If this happens consistently in a particular situation, then I'd like to see a more detailed log, which can be enabled by creating a file named MMSWAP.INI with the following content:

[MMSWAP]
Debug=Yes

Restart the NowSMS services after creating this file. Repeat the problem attempt, and then you will have an MMSWAPDEBUG.LOG that can be sent to us.

(Delete this MMSWAP.INI file when you no longer need this debug level, as this file can get VERY large.)

-bn
Anonymous
 
Posted on Thursday, February 12, 2004 - 04:26 pm:   

Hi Bryce,

It is sporadic but it happens enough for me to be a able to recreate it!. Heres another "corrupt" header:

Message-type: m-retrieve-conf
Transaction-id: QCukqsCo4MMAAHOZAAAAAgAAKM4AAAAA
MMS-version: 1.1
To: xxxx/TYPE=PLMN
From: +xxxx/TYPE=PLMN
Date: Thu, 12 Feb 2004 16:07:06 GMT
Delivery-report: No
Message-class: Personal
Message-id: 6171707@pm.t-mobile.co.uk
Message-size: 10240
Priority: normal
Content-type: application/vnd.wap.multipart.related; type=application/smil; start=<start>
X-NowMMS-Content-Location: 402B71AB\unk1.smil

Now the .smil file is in the MMS-IN file. I also noticed in the .smil file that the it was referencing an image file that was not in the MMS-IN dir.

Mark
Bryce Norwood - NowSMS Support
Board Administrator
Username: Bryce

Post Number: 1875
Registered: 10-2002
Posted on Thursday, February 12, 2004 - 05:21 pm:   

Mark,

Ok. Let's try to collect the relevant debug logs from such an exchange. Then we can see what is happening over the wire.

-bn
Anonymous
 
Posted on Friday, February 13, 2004 - 10:52 am:   

Bryce,

I've attached sections of mmsdebug.log and smsdebug.log when failed messages were received. They were both sent from the same phone. Its intresting to note that failed messages were later received correctly when we put the SIM into a nokia 7650. But when we tried to view the MMS a warning message appeared on the screen saying we had to "view object". Hope this helps

Mark Little
application/octet-streamMMSdebug
mmsdebug-nowsms.log (60.5 k)
application/octet-streamsmsdebug
smsdebug-nowsms.log (193.3 k)
Bryce Norwood - NowSMS Support
Board Administrator
Username: Bryce

Post Number: 1879
Registered: 10-2002
Posted on Friday, February 13, 2004 - 05:28 pm:   

Hi Mark,

The logs appear to be from different time periods. I don't see the same transaction in both logs, which I would really like to see.

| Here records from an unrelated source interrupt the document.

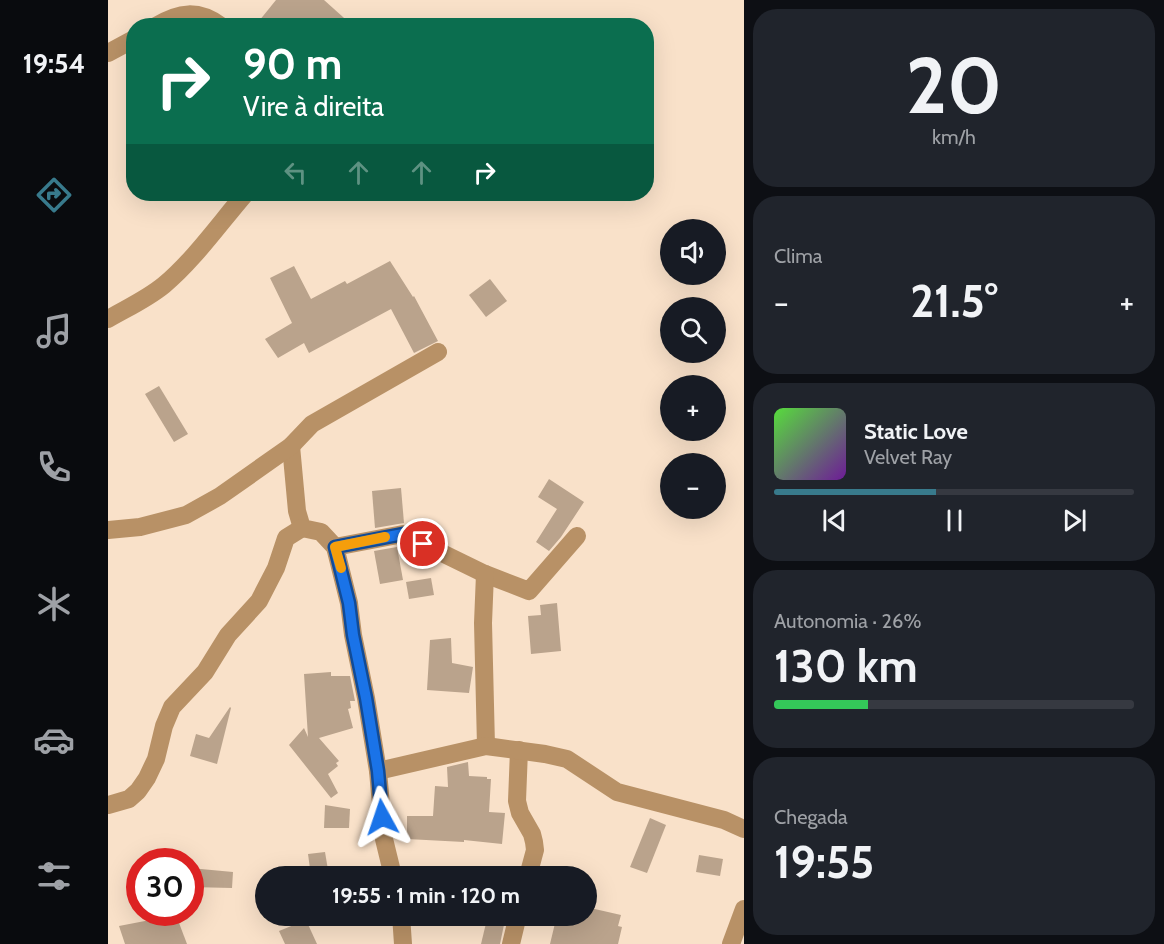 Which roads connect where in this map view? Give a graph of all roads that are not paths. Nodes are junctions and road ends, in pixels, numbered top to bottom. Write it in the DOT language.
graph roads {
  1 [pos="169,18"];
  2 [pos="211,18"];
  3 [pos="126,43"];
  4 [pos="108,53"];
  5 [pos="239,201"];
  6 [pos="108,319"];
  7 [pos="438,352"];
  8 [pos="291,446"];
  9 [pos="302,528"];
  10 [pos="108,530"];
  11 [pos="577,536"];
  12 [pos="335,547"];
  13 [pos="485,574"];
  14 [pos="486,746"];
  15 [pos="519,750"];
  16 [pos="378,771"];
  17 [pos="108,805"];
  18 [pos="744,829"];
  19 [pos="391,866"];
  20 [pos="531,866"];
  21 [pos="744,909"];
  22 [pos="402,926"];
  23 [pos="515,926"];
  24 [pos="403,944"];
  25 [pos="511,944"];
  26 [pos="731,944"];
  1 -- 2 [label="street"];
  3 -- 4 [label="street"];
  5 -- 6 [label="street"];
  7 -- 8 [label="street"];
  8 -- 9 [label="street"];
  8 -- 10 [label="street"];
  9 -- 12 [label="street"];
  9 -- 17 [label="street"];
  11 -- 13 [label="street"];
  12 -- 13 [label="street"];
  12 -- 16 [label="street"];
  13 -- 14 [label="street"];
  14 -- 15 [label="street"];
  14 -- 16 [label="street"];
  15 -- 18 [label="street"];
  15 -- 20 [label="street"];
  16 -- 19 [label="street"];
  21 -- 26 [label="street"];
  22 -- 24 [label="street"];
  23 -- 25 [label="street"];
}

I see a strange filename being displayed for the decoded JPG in the SMSDEBUG.LOG (something odd in the way the MMSC has used MIME quoteable printed string to encode the filename ... which I'm sure we can deal with easily enough).

But I'd like to see the transaction where a JPEG is missing, with both of these logs covering the same time period.

-bn
Bryce Norwood - NowSMS Support
Board Administrator
Username: Bryce

Post Number: 1880
Registered: 10-2002
Posted on Friday, February 13, 2004 - 05:43 pm:   

Mark,

Ok. It just hit me what is going on. There's no need to send any additional logs.

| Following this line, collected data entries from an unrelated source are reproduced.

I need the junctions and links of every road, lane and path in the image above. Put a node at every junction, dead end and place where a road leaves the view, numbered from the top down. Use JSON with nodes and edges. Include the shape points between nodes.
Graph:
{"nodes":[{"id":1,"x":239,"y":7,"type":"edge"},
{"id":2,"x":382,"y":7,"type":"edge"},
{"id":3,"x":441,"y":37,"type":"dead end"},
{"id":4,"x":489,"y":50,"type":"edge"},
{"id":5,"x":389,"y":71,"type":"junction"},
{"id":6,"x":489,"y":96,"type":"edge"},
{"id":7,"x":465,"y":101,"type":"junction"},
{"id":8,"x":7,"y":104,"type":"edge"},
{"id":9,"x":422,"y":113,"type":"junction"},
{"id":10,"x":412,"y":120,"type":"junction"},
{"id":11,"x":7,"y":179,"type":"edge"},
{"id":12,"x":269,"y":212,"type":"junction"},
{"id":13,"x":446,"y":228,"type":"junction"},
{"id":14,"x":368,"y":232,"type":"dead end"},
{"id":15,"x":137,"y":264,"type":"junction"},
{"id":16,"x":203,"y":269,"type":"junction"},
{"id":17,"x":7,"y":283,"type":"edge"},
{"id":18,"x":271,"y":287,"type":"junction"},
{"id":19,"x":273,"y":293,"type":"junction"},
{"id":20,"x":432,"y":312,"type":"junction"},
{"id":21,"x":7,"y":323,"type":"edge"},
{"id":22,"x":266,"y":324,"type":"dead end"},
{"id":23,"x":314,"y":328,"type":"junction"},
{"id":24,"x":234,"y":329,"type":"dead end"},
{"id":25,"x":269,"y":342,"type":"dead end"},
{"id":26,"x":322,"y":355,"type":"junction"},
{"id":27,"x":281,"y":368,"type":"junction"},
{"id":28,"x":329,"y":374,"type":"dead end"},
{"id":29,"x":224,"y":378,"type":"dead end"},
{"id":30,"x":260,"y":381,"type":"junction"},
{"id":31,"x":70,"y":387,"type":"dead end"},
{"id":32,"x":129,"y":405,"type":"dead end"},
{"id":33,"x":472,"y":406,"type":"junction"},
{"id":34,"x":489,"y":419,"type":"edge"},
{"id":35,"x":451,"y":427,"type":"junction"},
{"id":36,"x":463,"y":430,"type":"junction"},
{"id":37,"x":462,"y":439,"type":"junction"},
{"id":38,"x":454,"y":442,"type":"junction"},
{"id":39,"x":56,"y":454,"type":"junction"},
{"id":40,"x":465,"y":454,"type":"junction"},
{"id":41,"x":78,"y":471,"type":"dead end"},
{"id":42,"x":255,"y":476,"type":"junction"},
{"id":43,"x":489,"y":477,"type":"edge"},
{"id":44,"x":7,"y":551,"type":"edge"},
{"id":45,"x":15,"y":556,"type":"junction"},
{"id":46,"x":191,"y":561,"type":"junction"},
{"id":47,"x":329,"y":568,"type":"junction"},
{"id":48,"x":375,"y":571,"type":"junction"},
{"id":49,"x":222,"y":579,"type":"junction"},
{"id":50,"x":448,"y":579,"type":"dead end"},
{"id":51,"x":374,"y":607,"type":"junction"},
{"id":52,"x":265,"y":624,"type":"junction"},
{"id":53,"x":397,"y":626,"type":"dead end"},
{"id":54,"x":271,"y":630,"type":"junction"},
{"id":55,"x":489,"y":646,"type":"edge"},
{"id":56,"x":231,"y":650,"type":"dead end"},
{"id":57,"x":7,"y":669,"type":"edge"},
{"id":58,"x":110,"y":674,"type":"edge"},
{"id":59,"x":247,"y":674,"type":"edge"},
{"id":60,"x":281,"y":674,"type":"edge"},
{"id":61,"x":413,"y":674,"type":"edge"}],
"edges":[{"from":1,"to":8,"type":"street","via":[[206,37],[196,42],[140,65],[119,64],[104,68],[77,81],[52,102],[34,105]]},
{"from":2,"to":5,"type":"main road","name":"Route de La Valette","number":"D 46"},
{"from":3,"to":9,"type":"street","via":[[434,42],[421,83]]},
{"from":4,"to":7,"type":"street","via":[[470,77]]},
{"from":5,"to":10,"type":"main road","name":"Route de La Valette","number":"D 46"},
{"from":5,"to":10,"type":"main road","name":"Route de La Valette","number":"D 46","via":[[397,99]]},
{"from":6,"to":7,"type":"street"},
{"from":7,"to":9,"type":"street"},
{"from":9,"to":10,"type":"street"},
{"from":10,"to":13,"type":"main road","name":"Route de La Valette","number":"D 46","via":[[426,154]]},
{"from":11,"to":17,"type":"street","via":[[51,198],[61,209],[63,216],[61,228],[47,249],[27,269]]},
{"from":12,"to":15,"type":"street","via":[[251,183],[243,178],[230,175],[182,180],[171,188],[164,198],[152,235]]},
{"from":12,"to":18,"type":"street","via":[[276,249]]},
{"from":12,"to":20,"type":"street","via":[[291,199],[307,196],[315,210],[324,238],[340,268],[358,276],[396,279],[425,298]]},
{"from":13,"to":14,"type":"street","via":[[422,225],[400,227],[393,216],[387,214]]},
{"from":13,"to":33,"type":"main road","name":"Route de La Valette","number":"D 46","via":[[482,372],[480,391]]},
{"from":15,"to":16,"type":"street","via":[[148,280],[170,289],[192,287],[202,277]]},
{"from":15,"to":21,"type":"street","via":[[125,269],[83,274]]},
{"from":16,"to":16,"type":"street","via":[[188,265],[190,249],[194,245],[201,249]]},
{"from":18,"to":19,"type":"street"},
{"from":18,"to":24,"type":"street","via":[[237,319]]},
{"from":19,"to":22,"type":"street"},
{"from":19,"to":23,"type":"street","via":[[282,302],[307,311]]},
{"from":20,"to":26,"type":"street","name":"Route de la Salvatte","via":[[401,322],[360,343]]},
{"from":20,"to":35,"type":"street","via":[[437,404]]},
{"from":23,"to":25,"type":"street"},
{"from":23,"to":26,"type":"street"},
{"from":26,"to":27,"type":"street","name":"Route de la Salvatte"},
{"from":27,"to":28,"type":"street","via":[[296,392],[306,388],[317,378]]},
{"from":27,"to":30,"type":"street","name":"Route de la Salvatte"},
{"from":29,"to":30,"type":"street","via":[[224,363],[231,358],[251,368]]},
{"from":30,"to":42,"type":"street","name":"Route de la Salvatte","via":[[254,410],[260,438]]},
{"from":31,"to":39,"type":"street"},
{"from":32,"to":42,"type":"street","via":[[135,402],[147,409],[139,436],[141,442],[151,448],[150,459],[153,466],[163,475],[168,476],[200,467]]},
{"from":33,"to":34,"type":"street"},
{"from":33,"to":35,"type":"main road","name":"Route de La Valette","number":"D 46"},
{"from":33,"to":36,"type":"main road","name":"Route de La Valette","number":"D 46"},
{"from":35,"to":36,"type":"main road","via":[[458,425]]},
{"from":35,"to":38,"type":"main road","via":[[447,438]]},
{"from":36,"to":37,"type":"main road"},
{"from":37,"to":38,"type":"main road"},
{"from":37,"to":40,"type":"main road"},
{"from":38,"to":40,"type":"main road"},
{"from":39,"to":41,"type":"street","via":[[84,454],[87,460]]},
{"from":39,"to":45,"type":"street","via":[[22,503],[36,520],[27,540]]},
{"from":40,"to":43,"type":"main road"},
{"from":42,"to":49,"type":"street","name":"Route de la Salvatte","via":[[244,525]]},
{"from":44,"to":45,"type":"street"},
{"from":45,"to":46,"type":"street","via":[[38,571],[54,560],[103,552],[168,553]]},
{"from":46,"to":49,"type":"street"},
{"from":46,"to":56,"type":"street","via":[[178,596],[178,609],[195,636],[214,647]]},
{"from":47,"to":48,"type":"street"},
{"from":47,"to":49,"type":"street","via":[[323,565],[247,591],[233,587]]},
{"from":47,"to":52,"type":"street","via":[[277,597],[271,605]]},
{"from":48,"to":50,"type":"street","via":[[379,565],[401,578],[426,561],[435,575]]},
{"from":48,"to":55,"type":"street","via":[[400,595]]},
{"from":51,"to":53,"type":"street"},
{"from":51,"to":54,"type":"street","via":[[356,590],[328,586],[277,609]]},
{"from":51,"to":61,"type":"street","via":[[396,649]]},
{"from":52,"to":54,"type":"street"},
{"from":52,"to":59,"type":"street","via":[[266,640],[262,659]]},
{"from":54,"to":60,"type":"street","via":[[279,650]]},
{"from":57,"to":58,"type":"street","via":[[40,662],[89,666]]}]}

We're parsing the MMS message just fine. But the MMS message indicates that the file name for the JPEG component is:

=?UTF-8?B?Um9iaW4gJiBKdWxpZS5qcGc=?=

That appears to be a MIME header encoding. And this type of encoding should not be used within a binary MMS message (it might be used in a text representation, but not a binary representation).

NowSMS uses this filename as the name that it gives to the file when it receives it. Because the filename contains the "?" character, which is a wildcard, Windows will not allow the file to be created, and therefore we skip it.

I've got an update, where we check the filename for invalid characters like this, and skip the reference if it is invalid. And that should take care of your problem.

I'd e-mail this to you, but I don't have your e-mail address. So please e-mail me at nowsms@now.co.uk to request this patch update.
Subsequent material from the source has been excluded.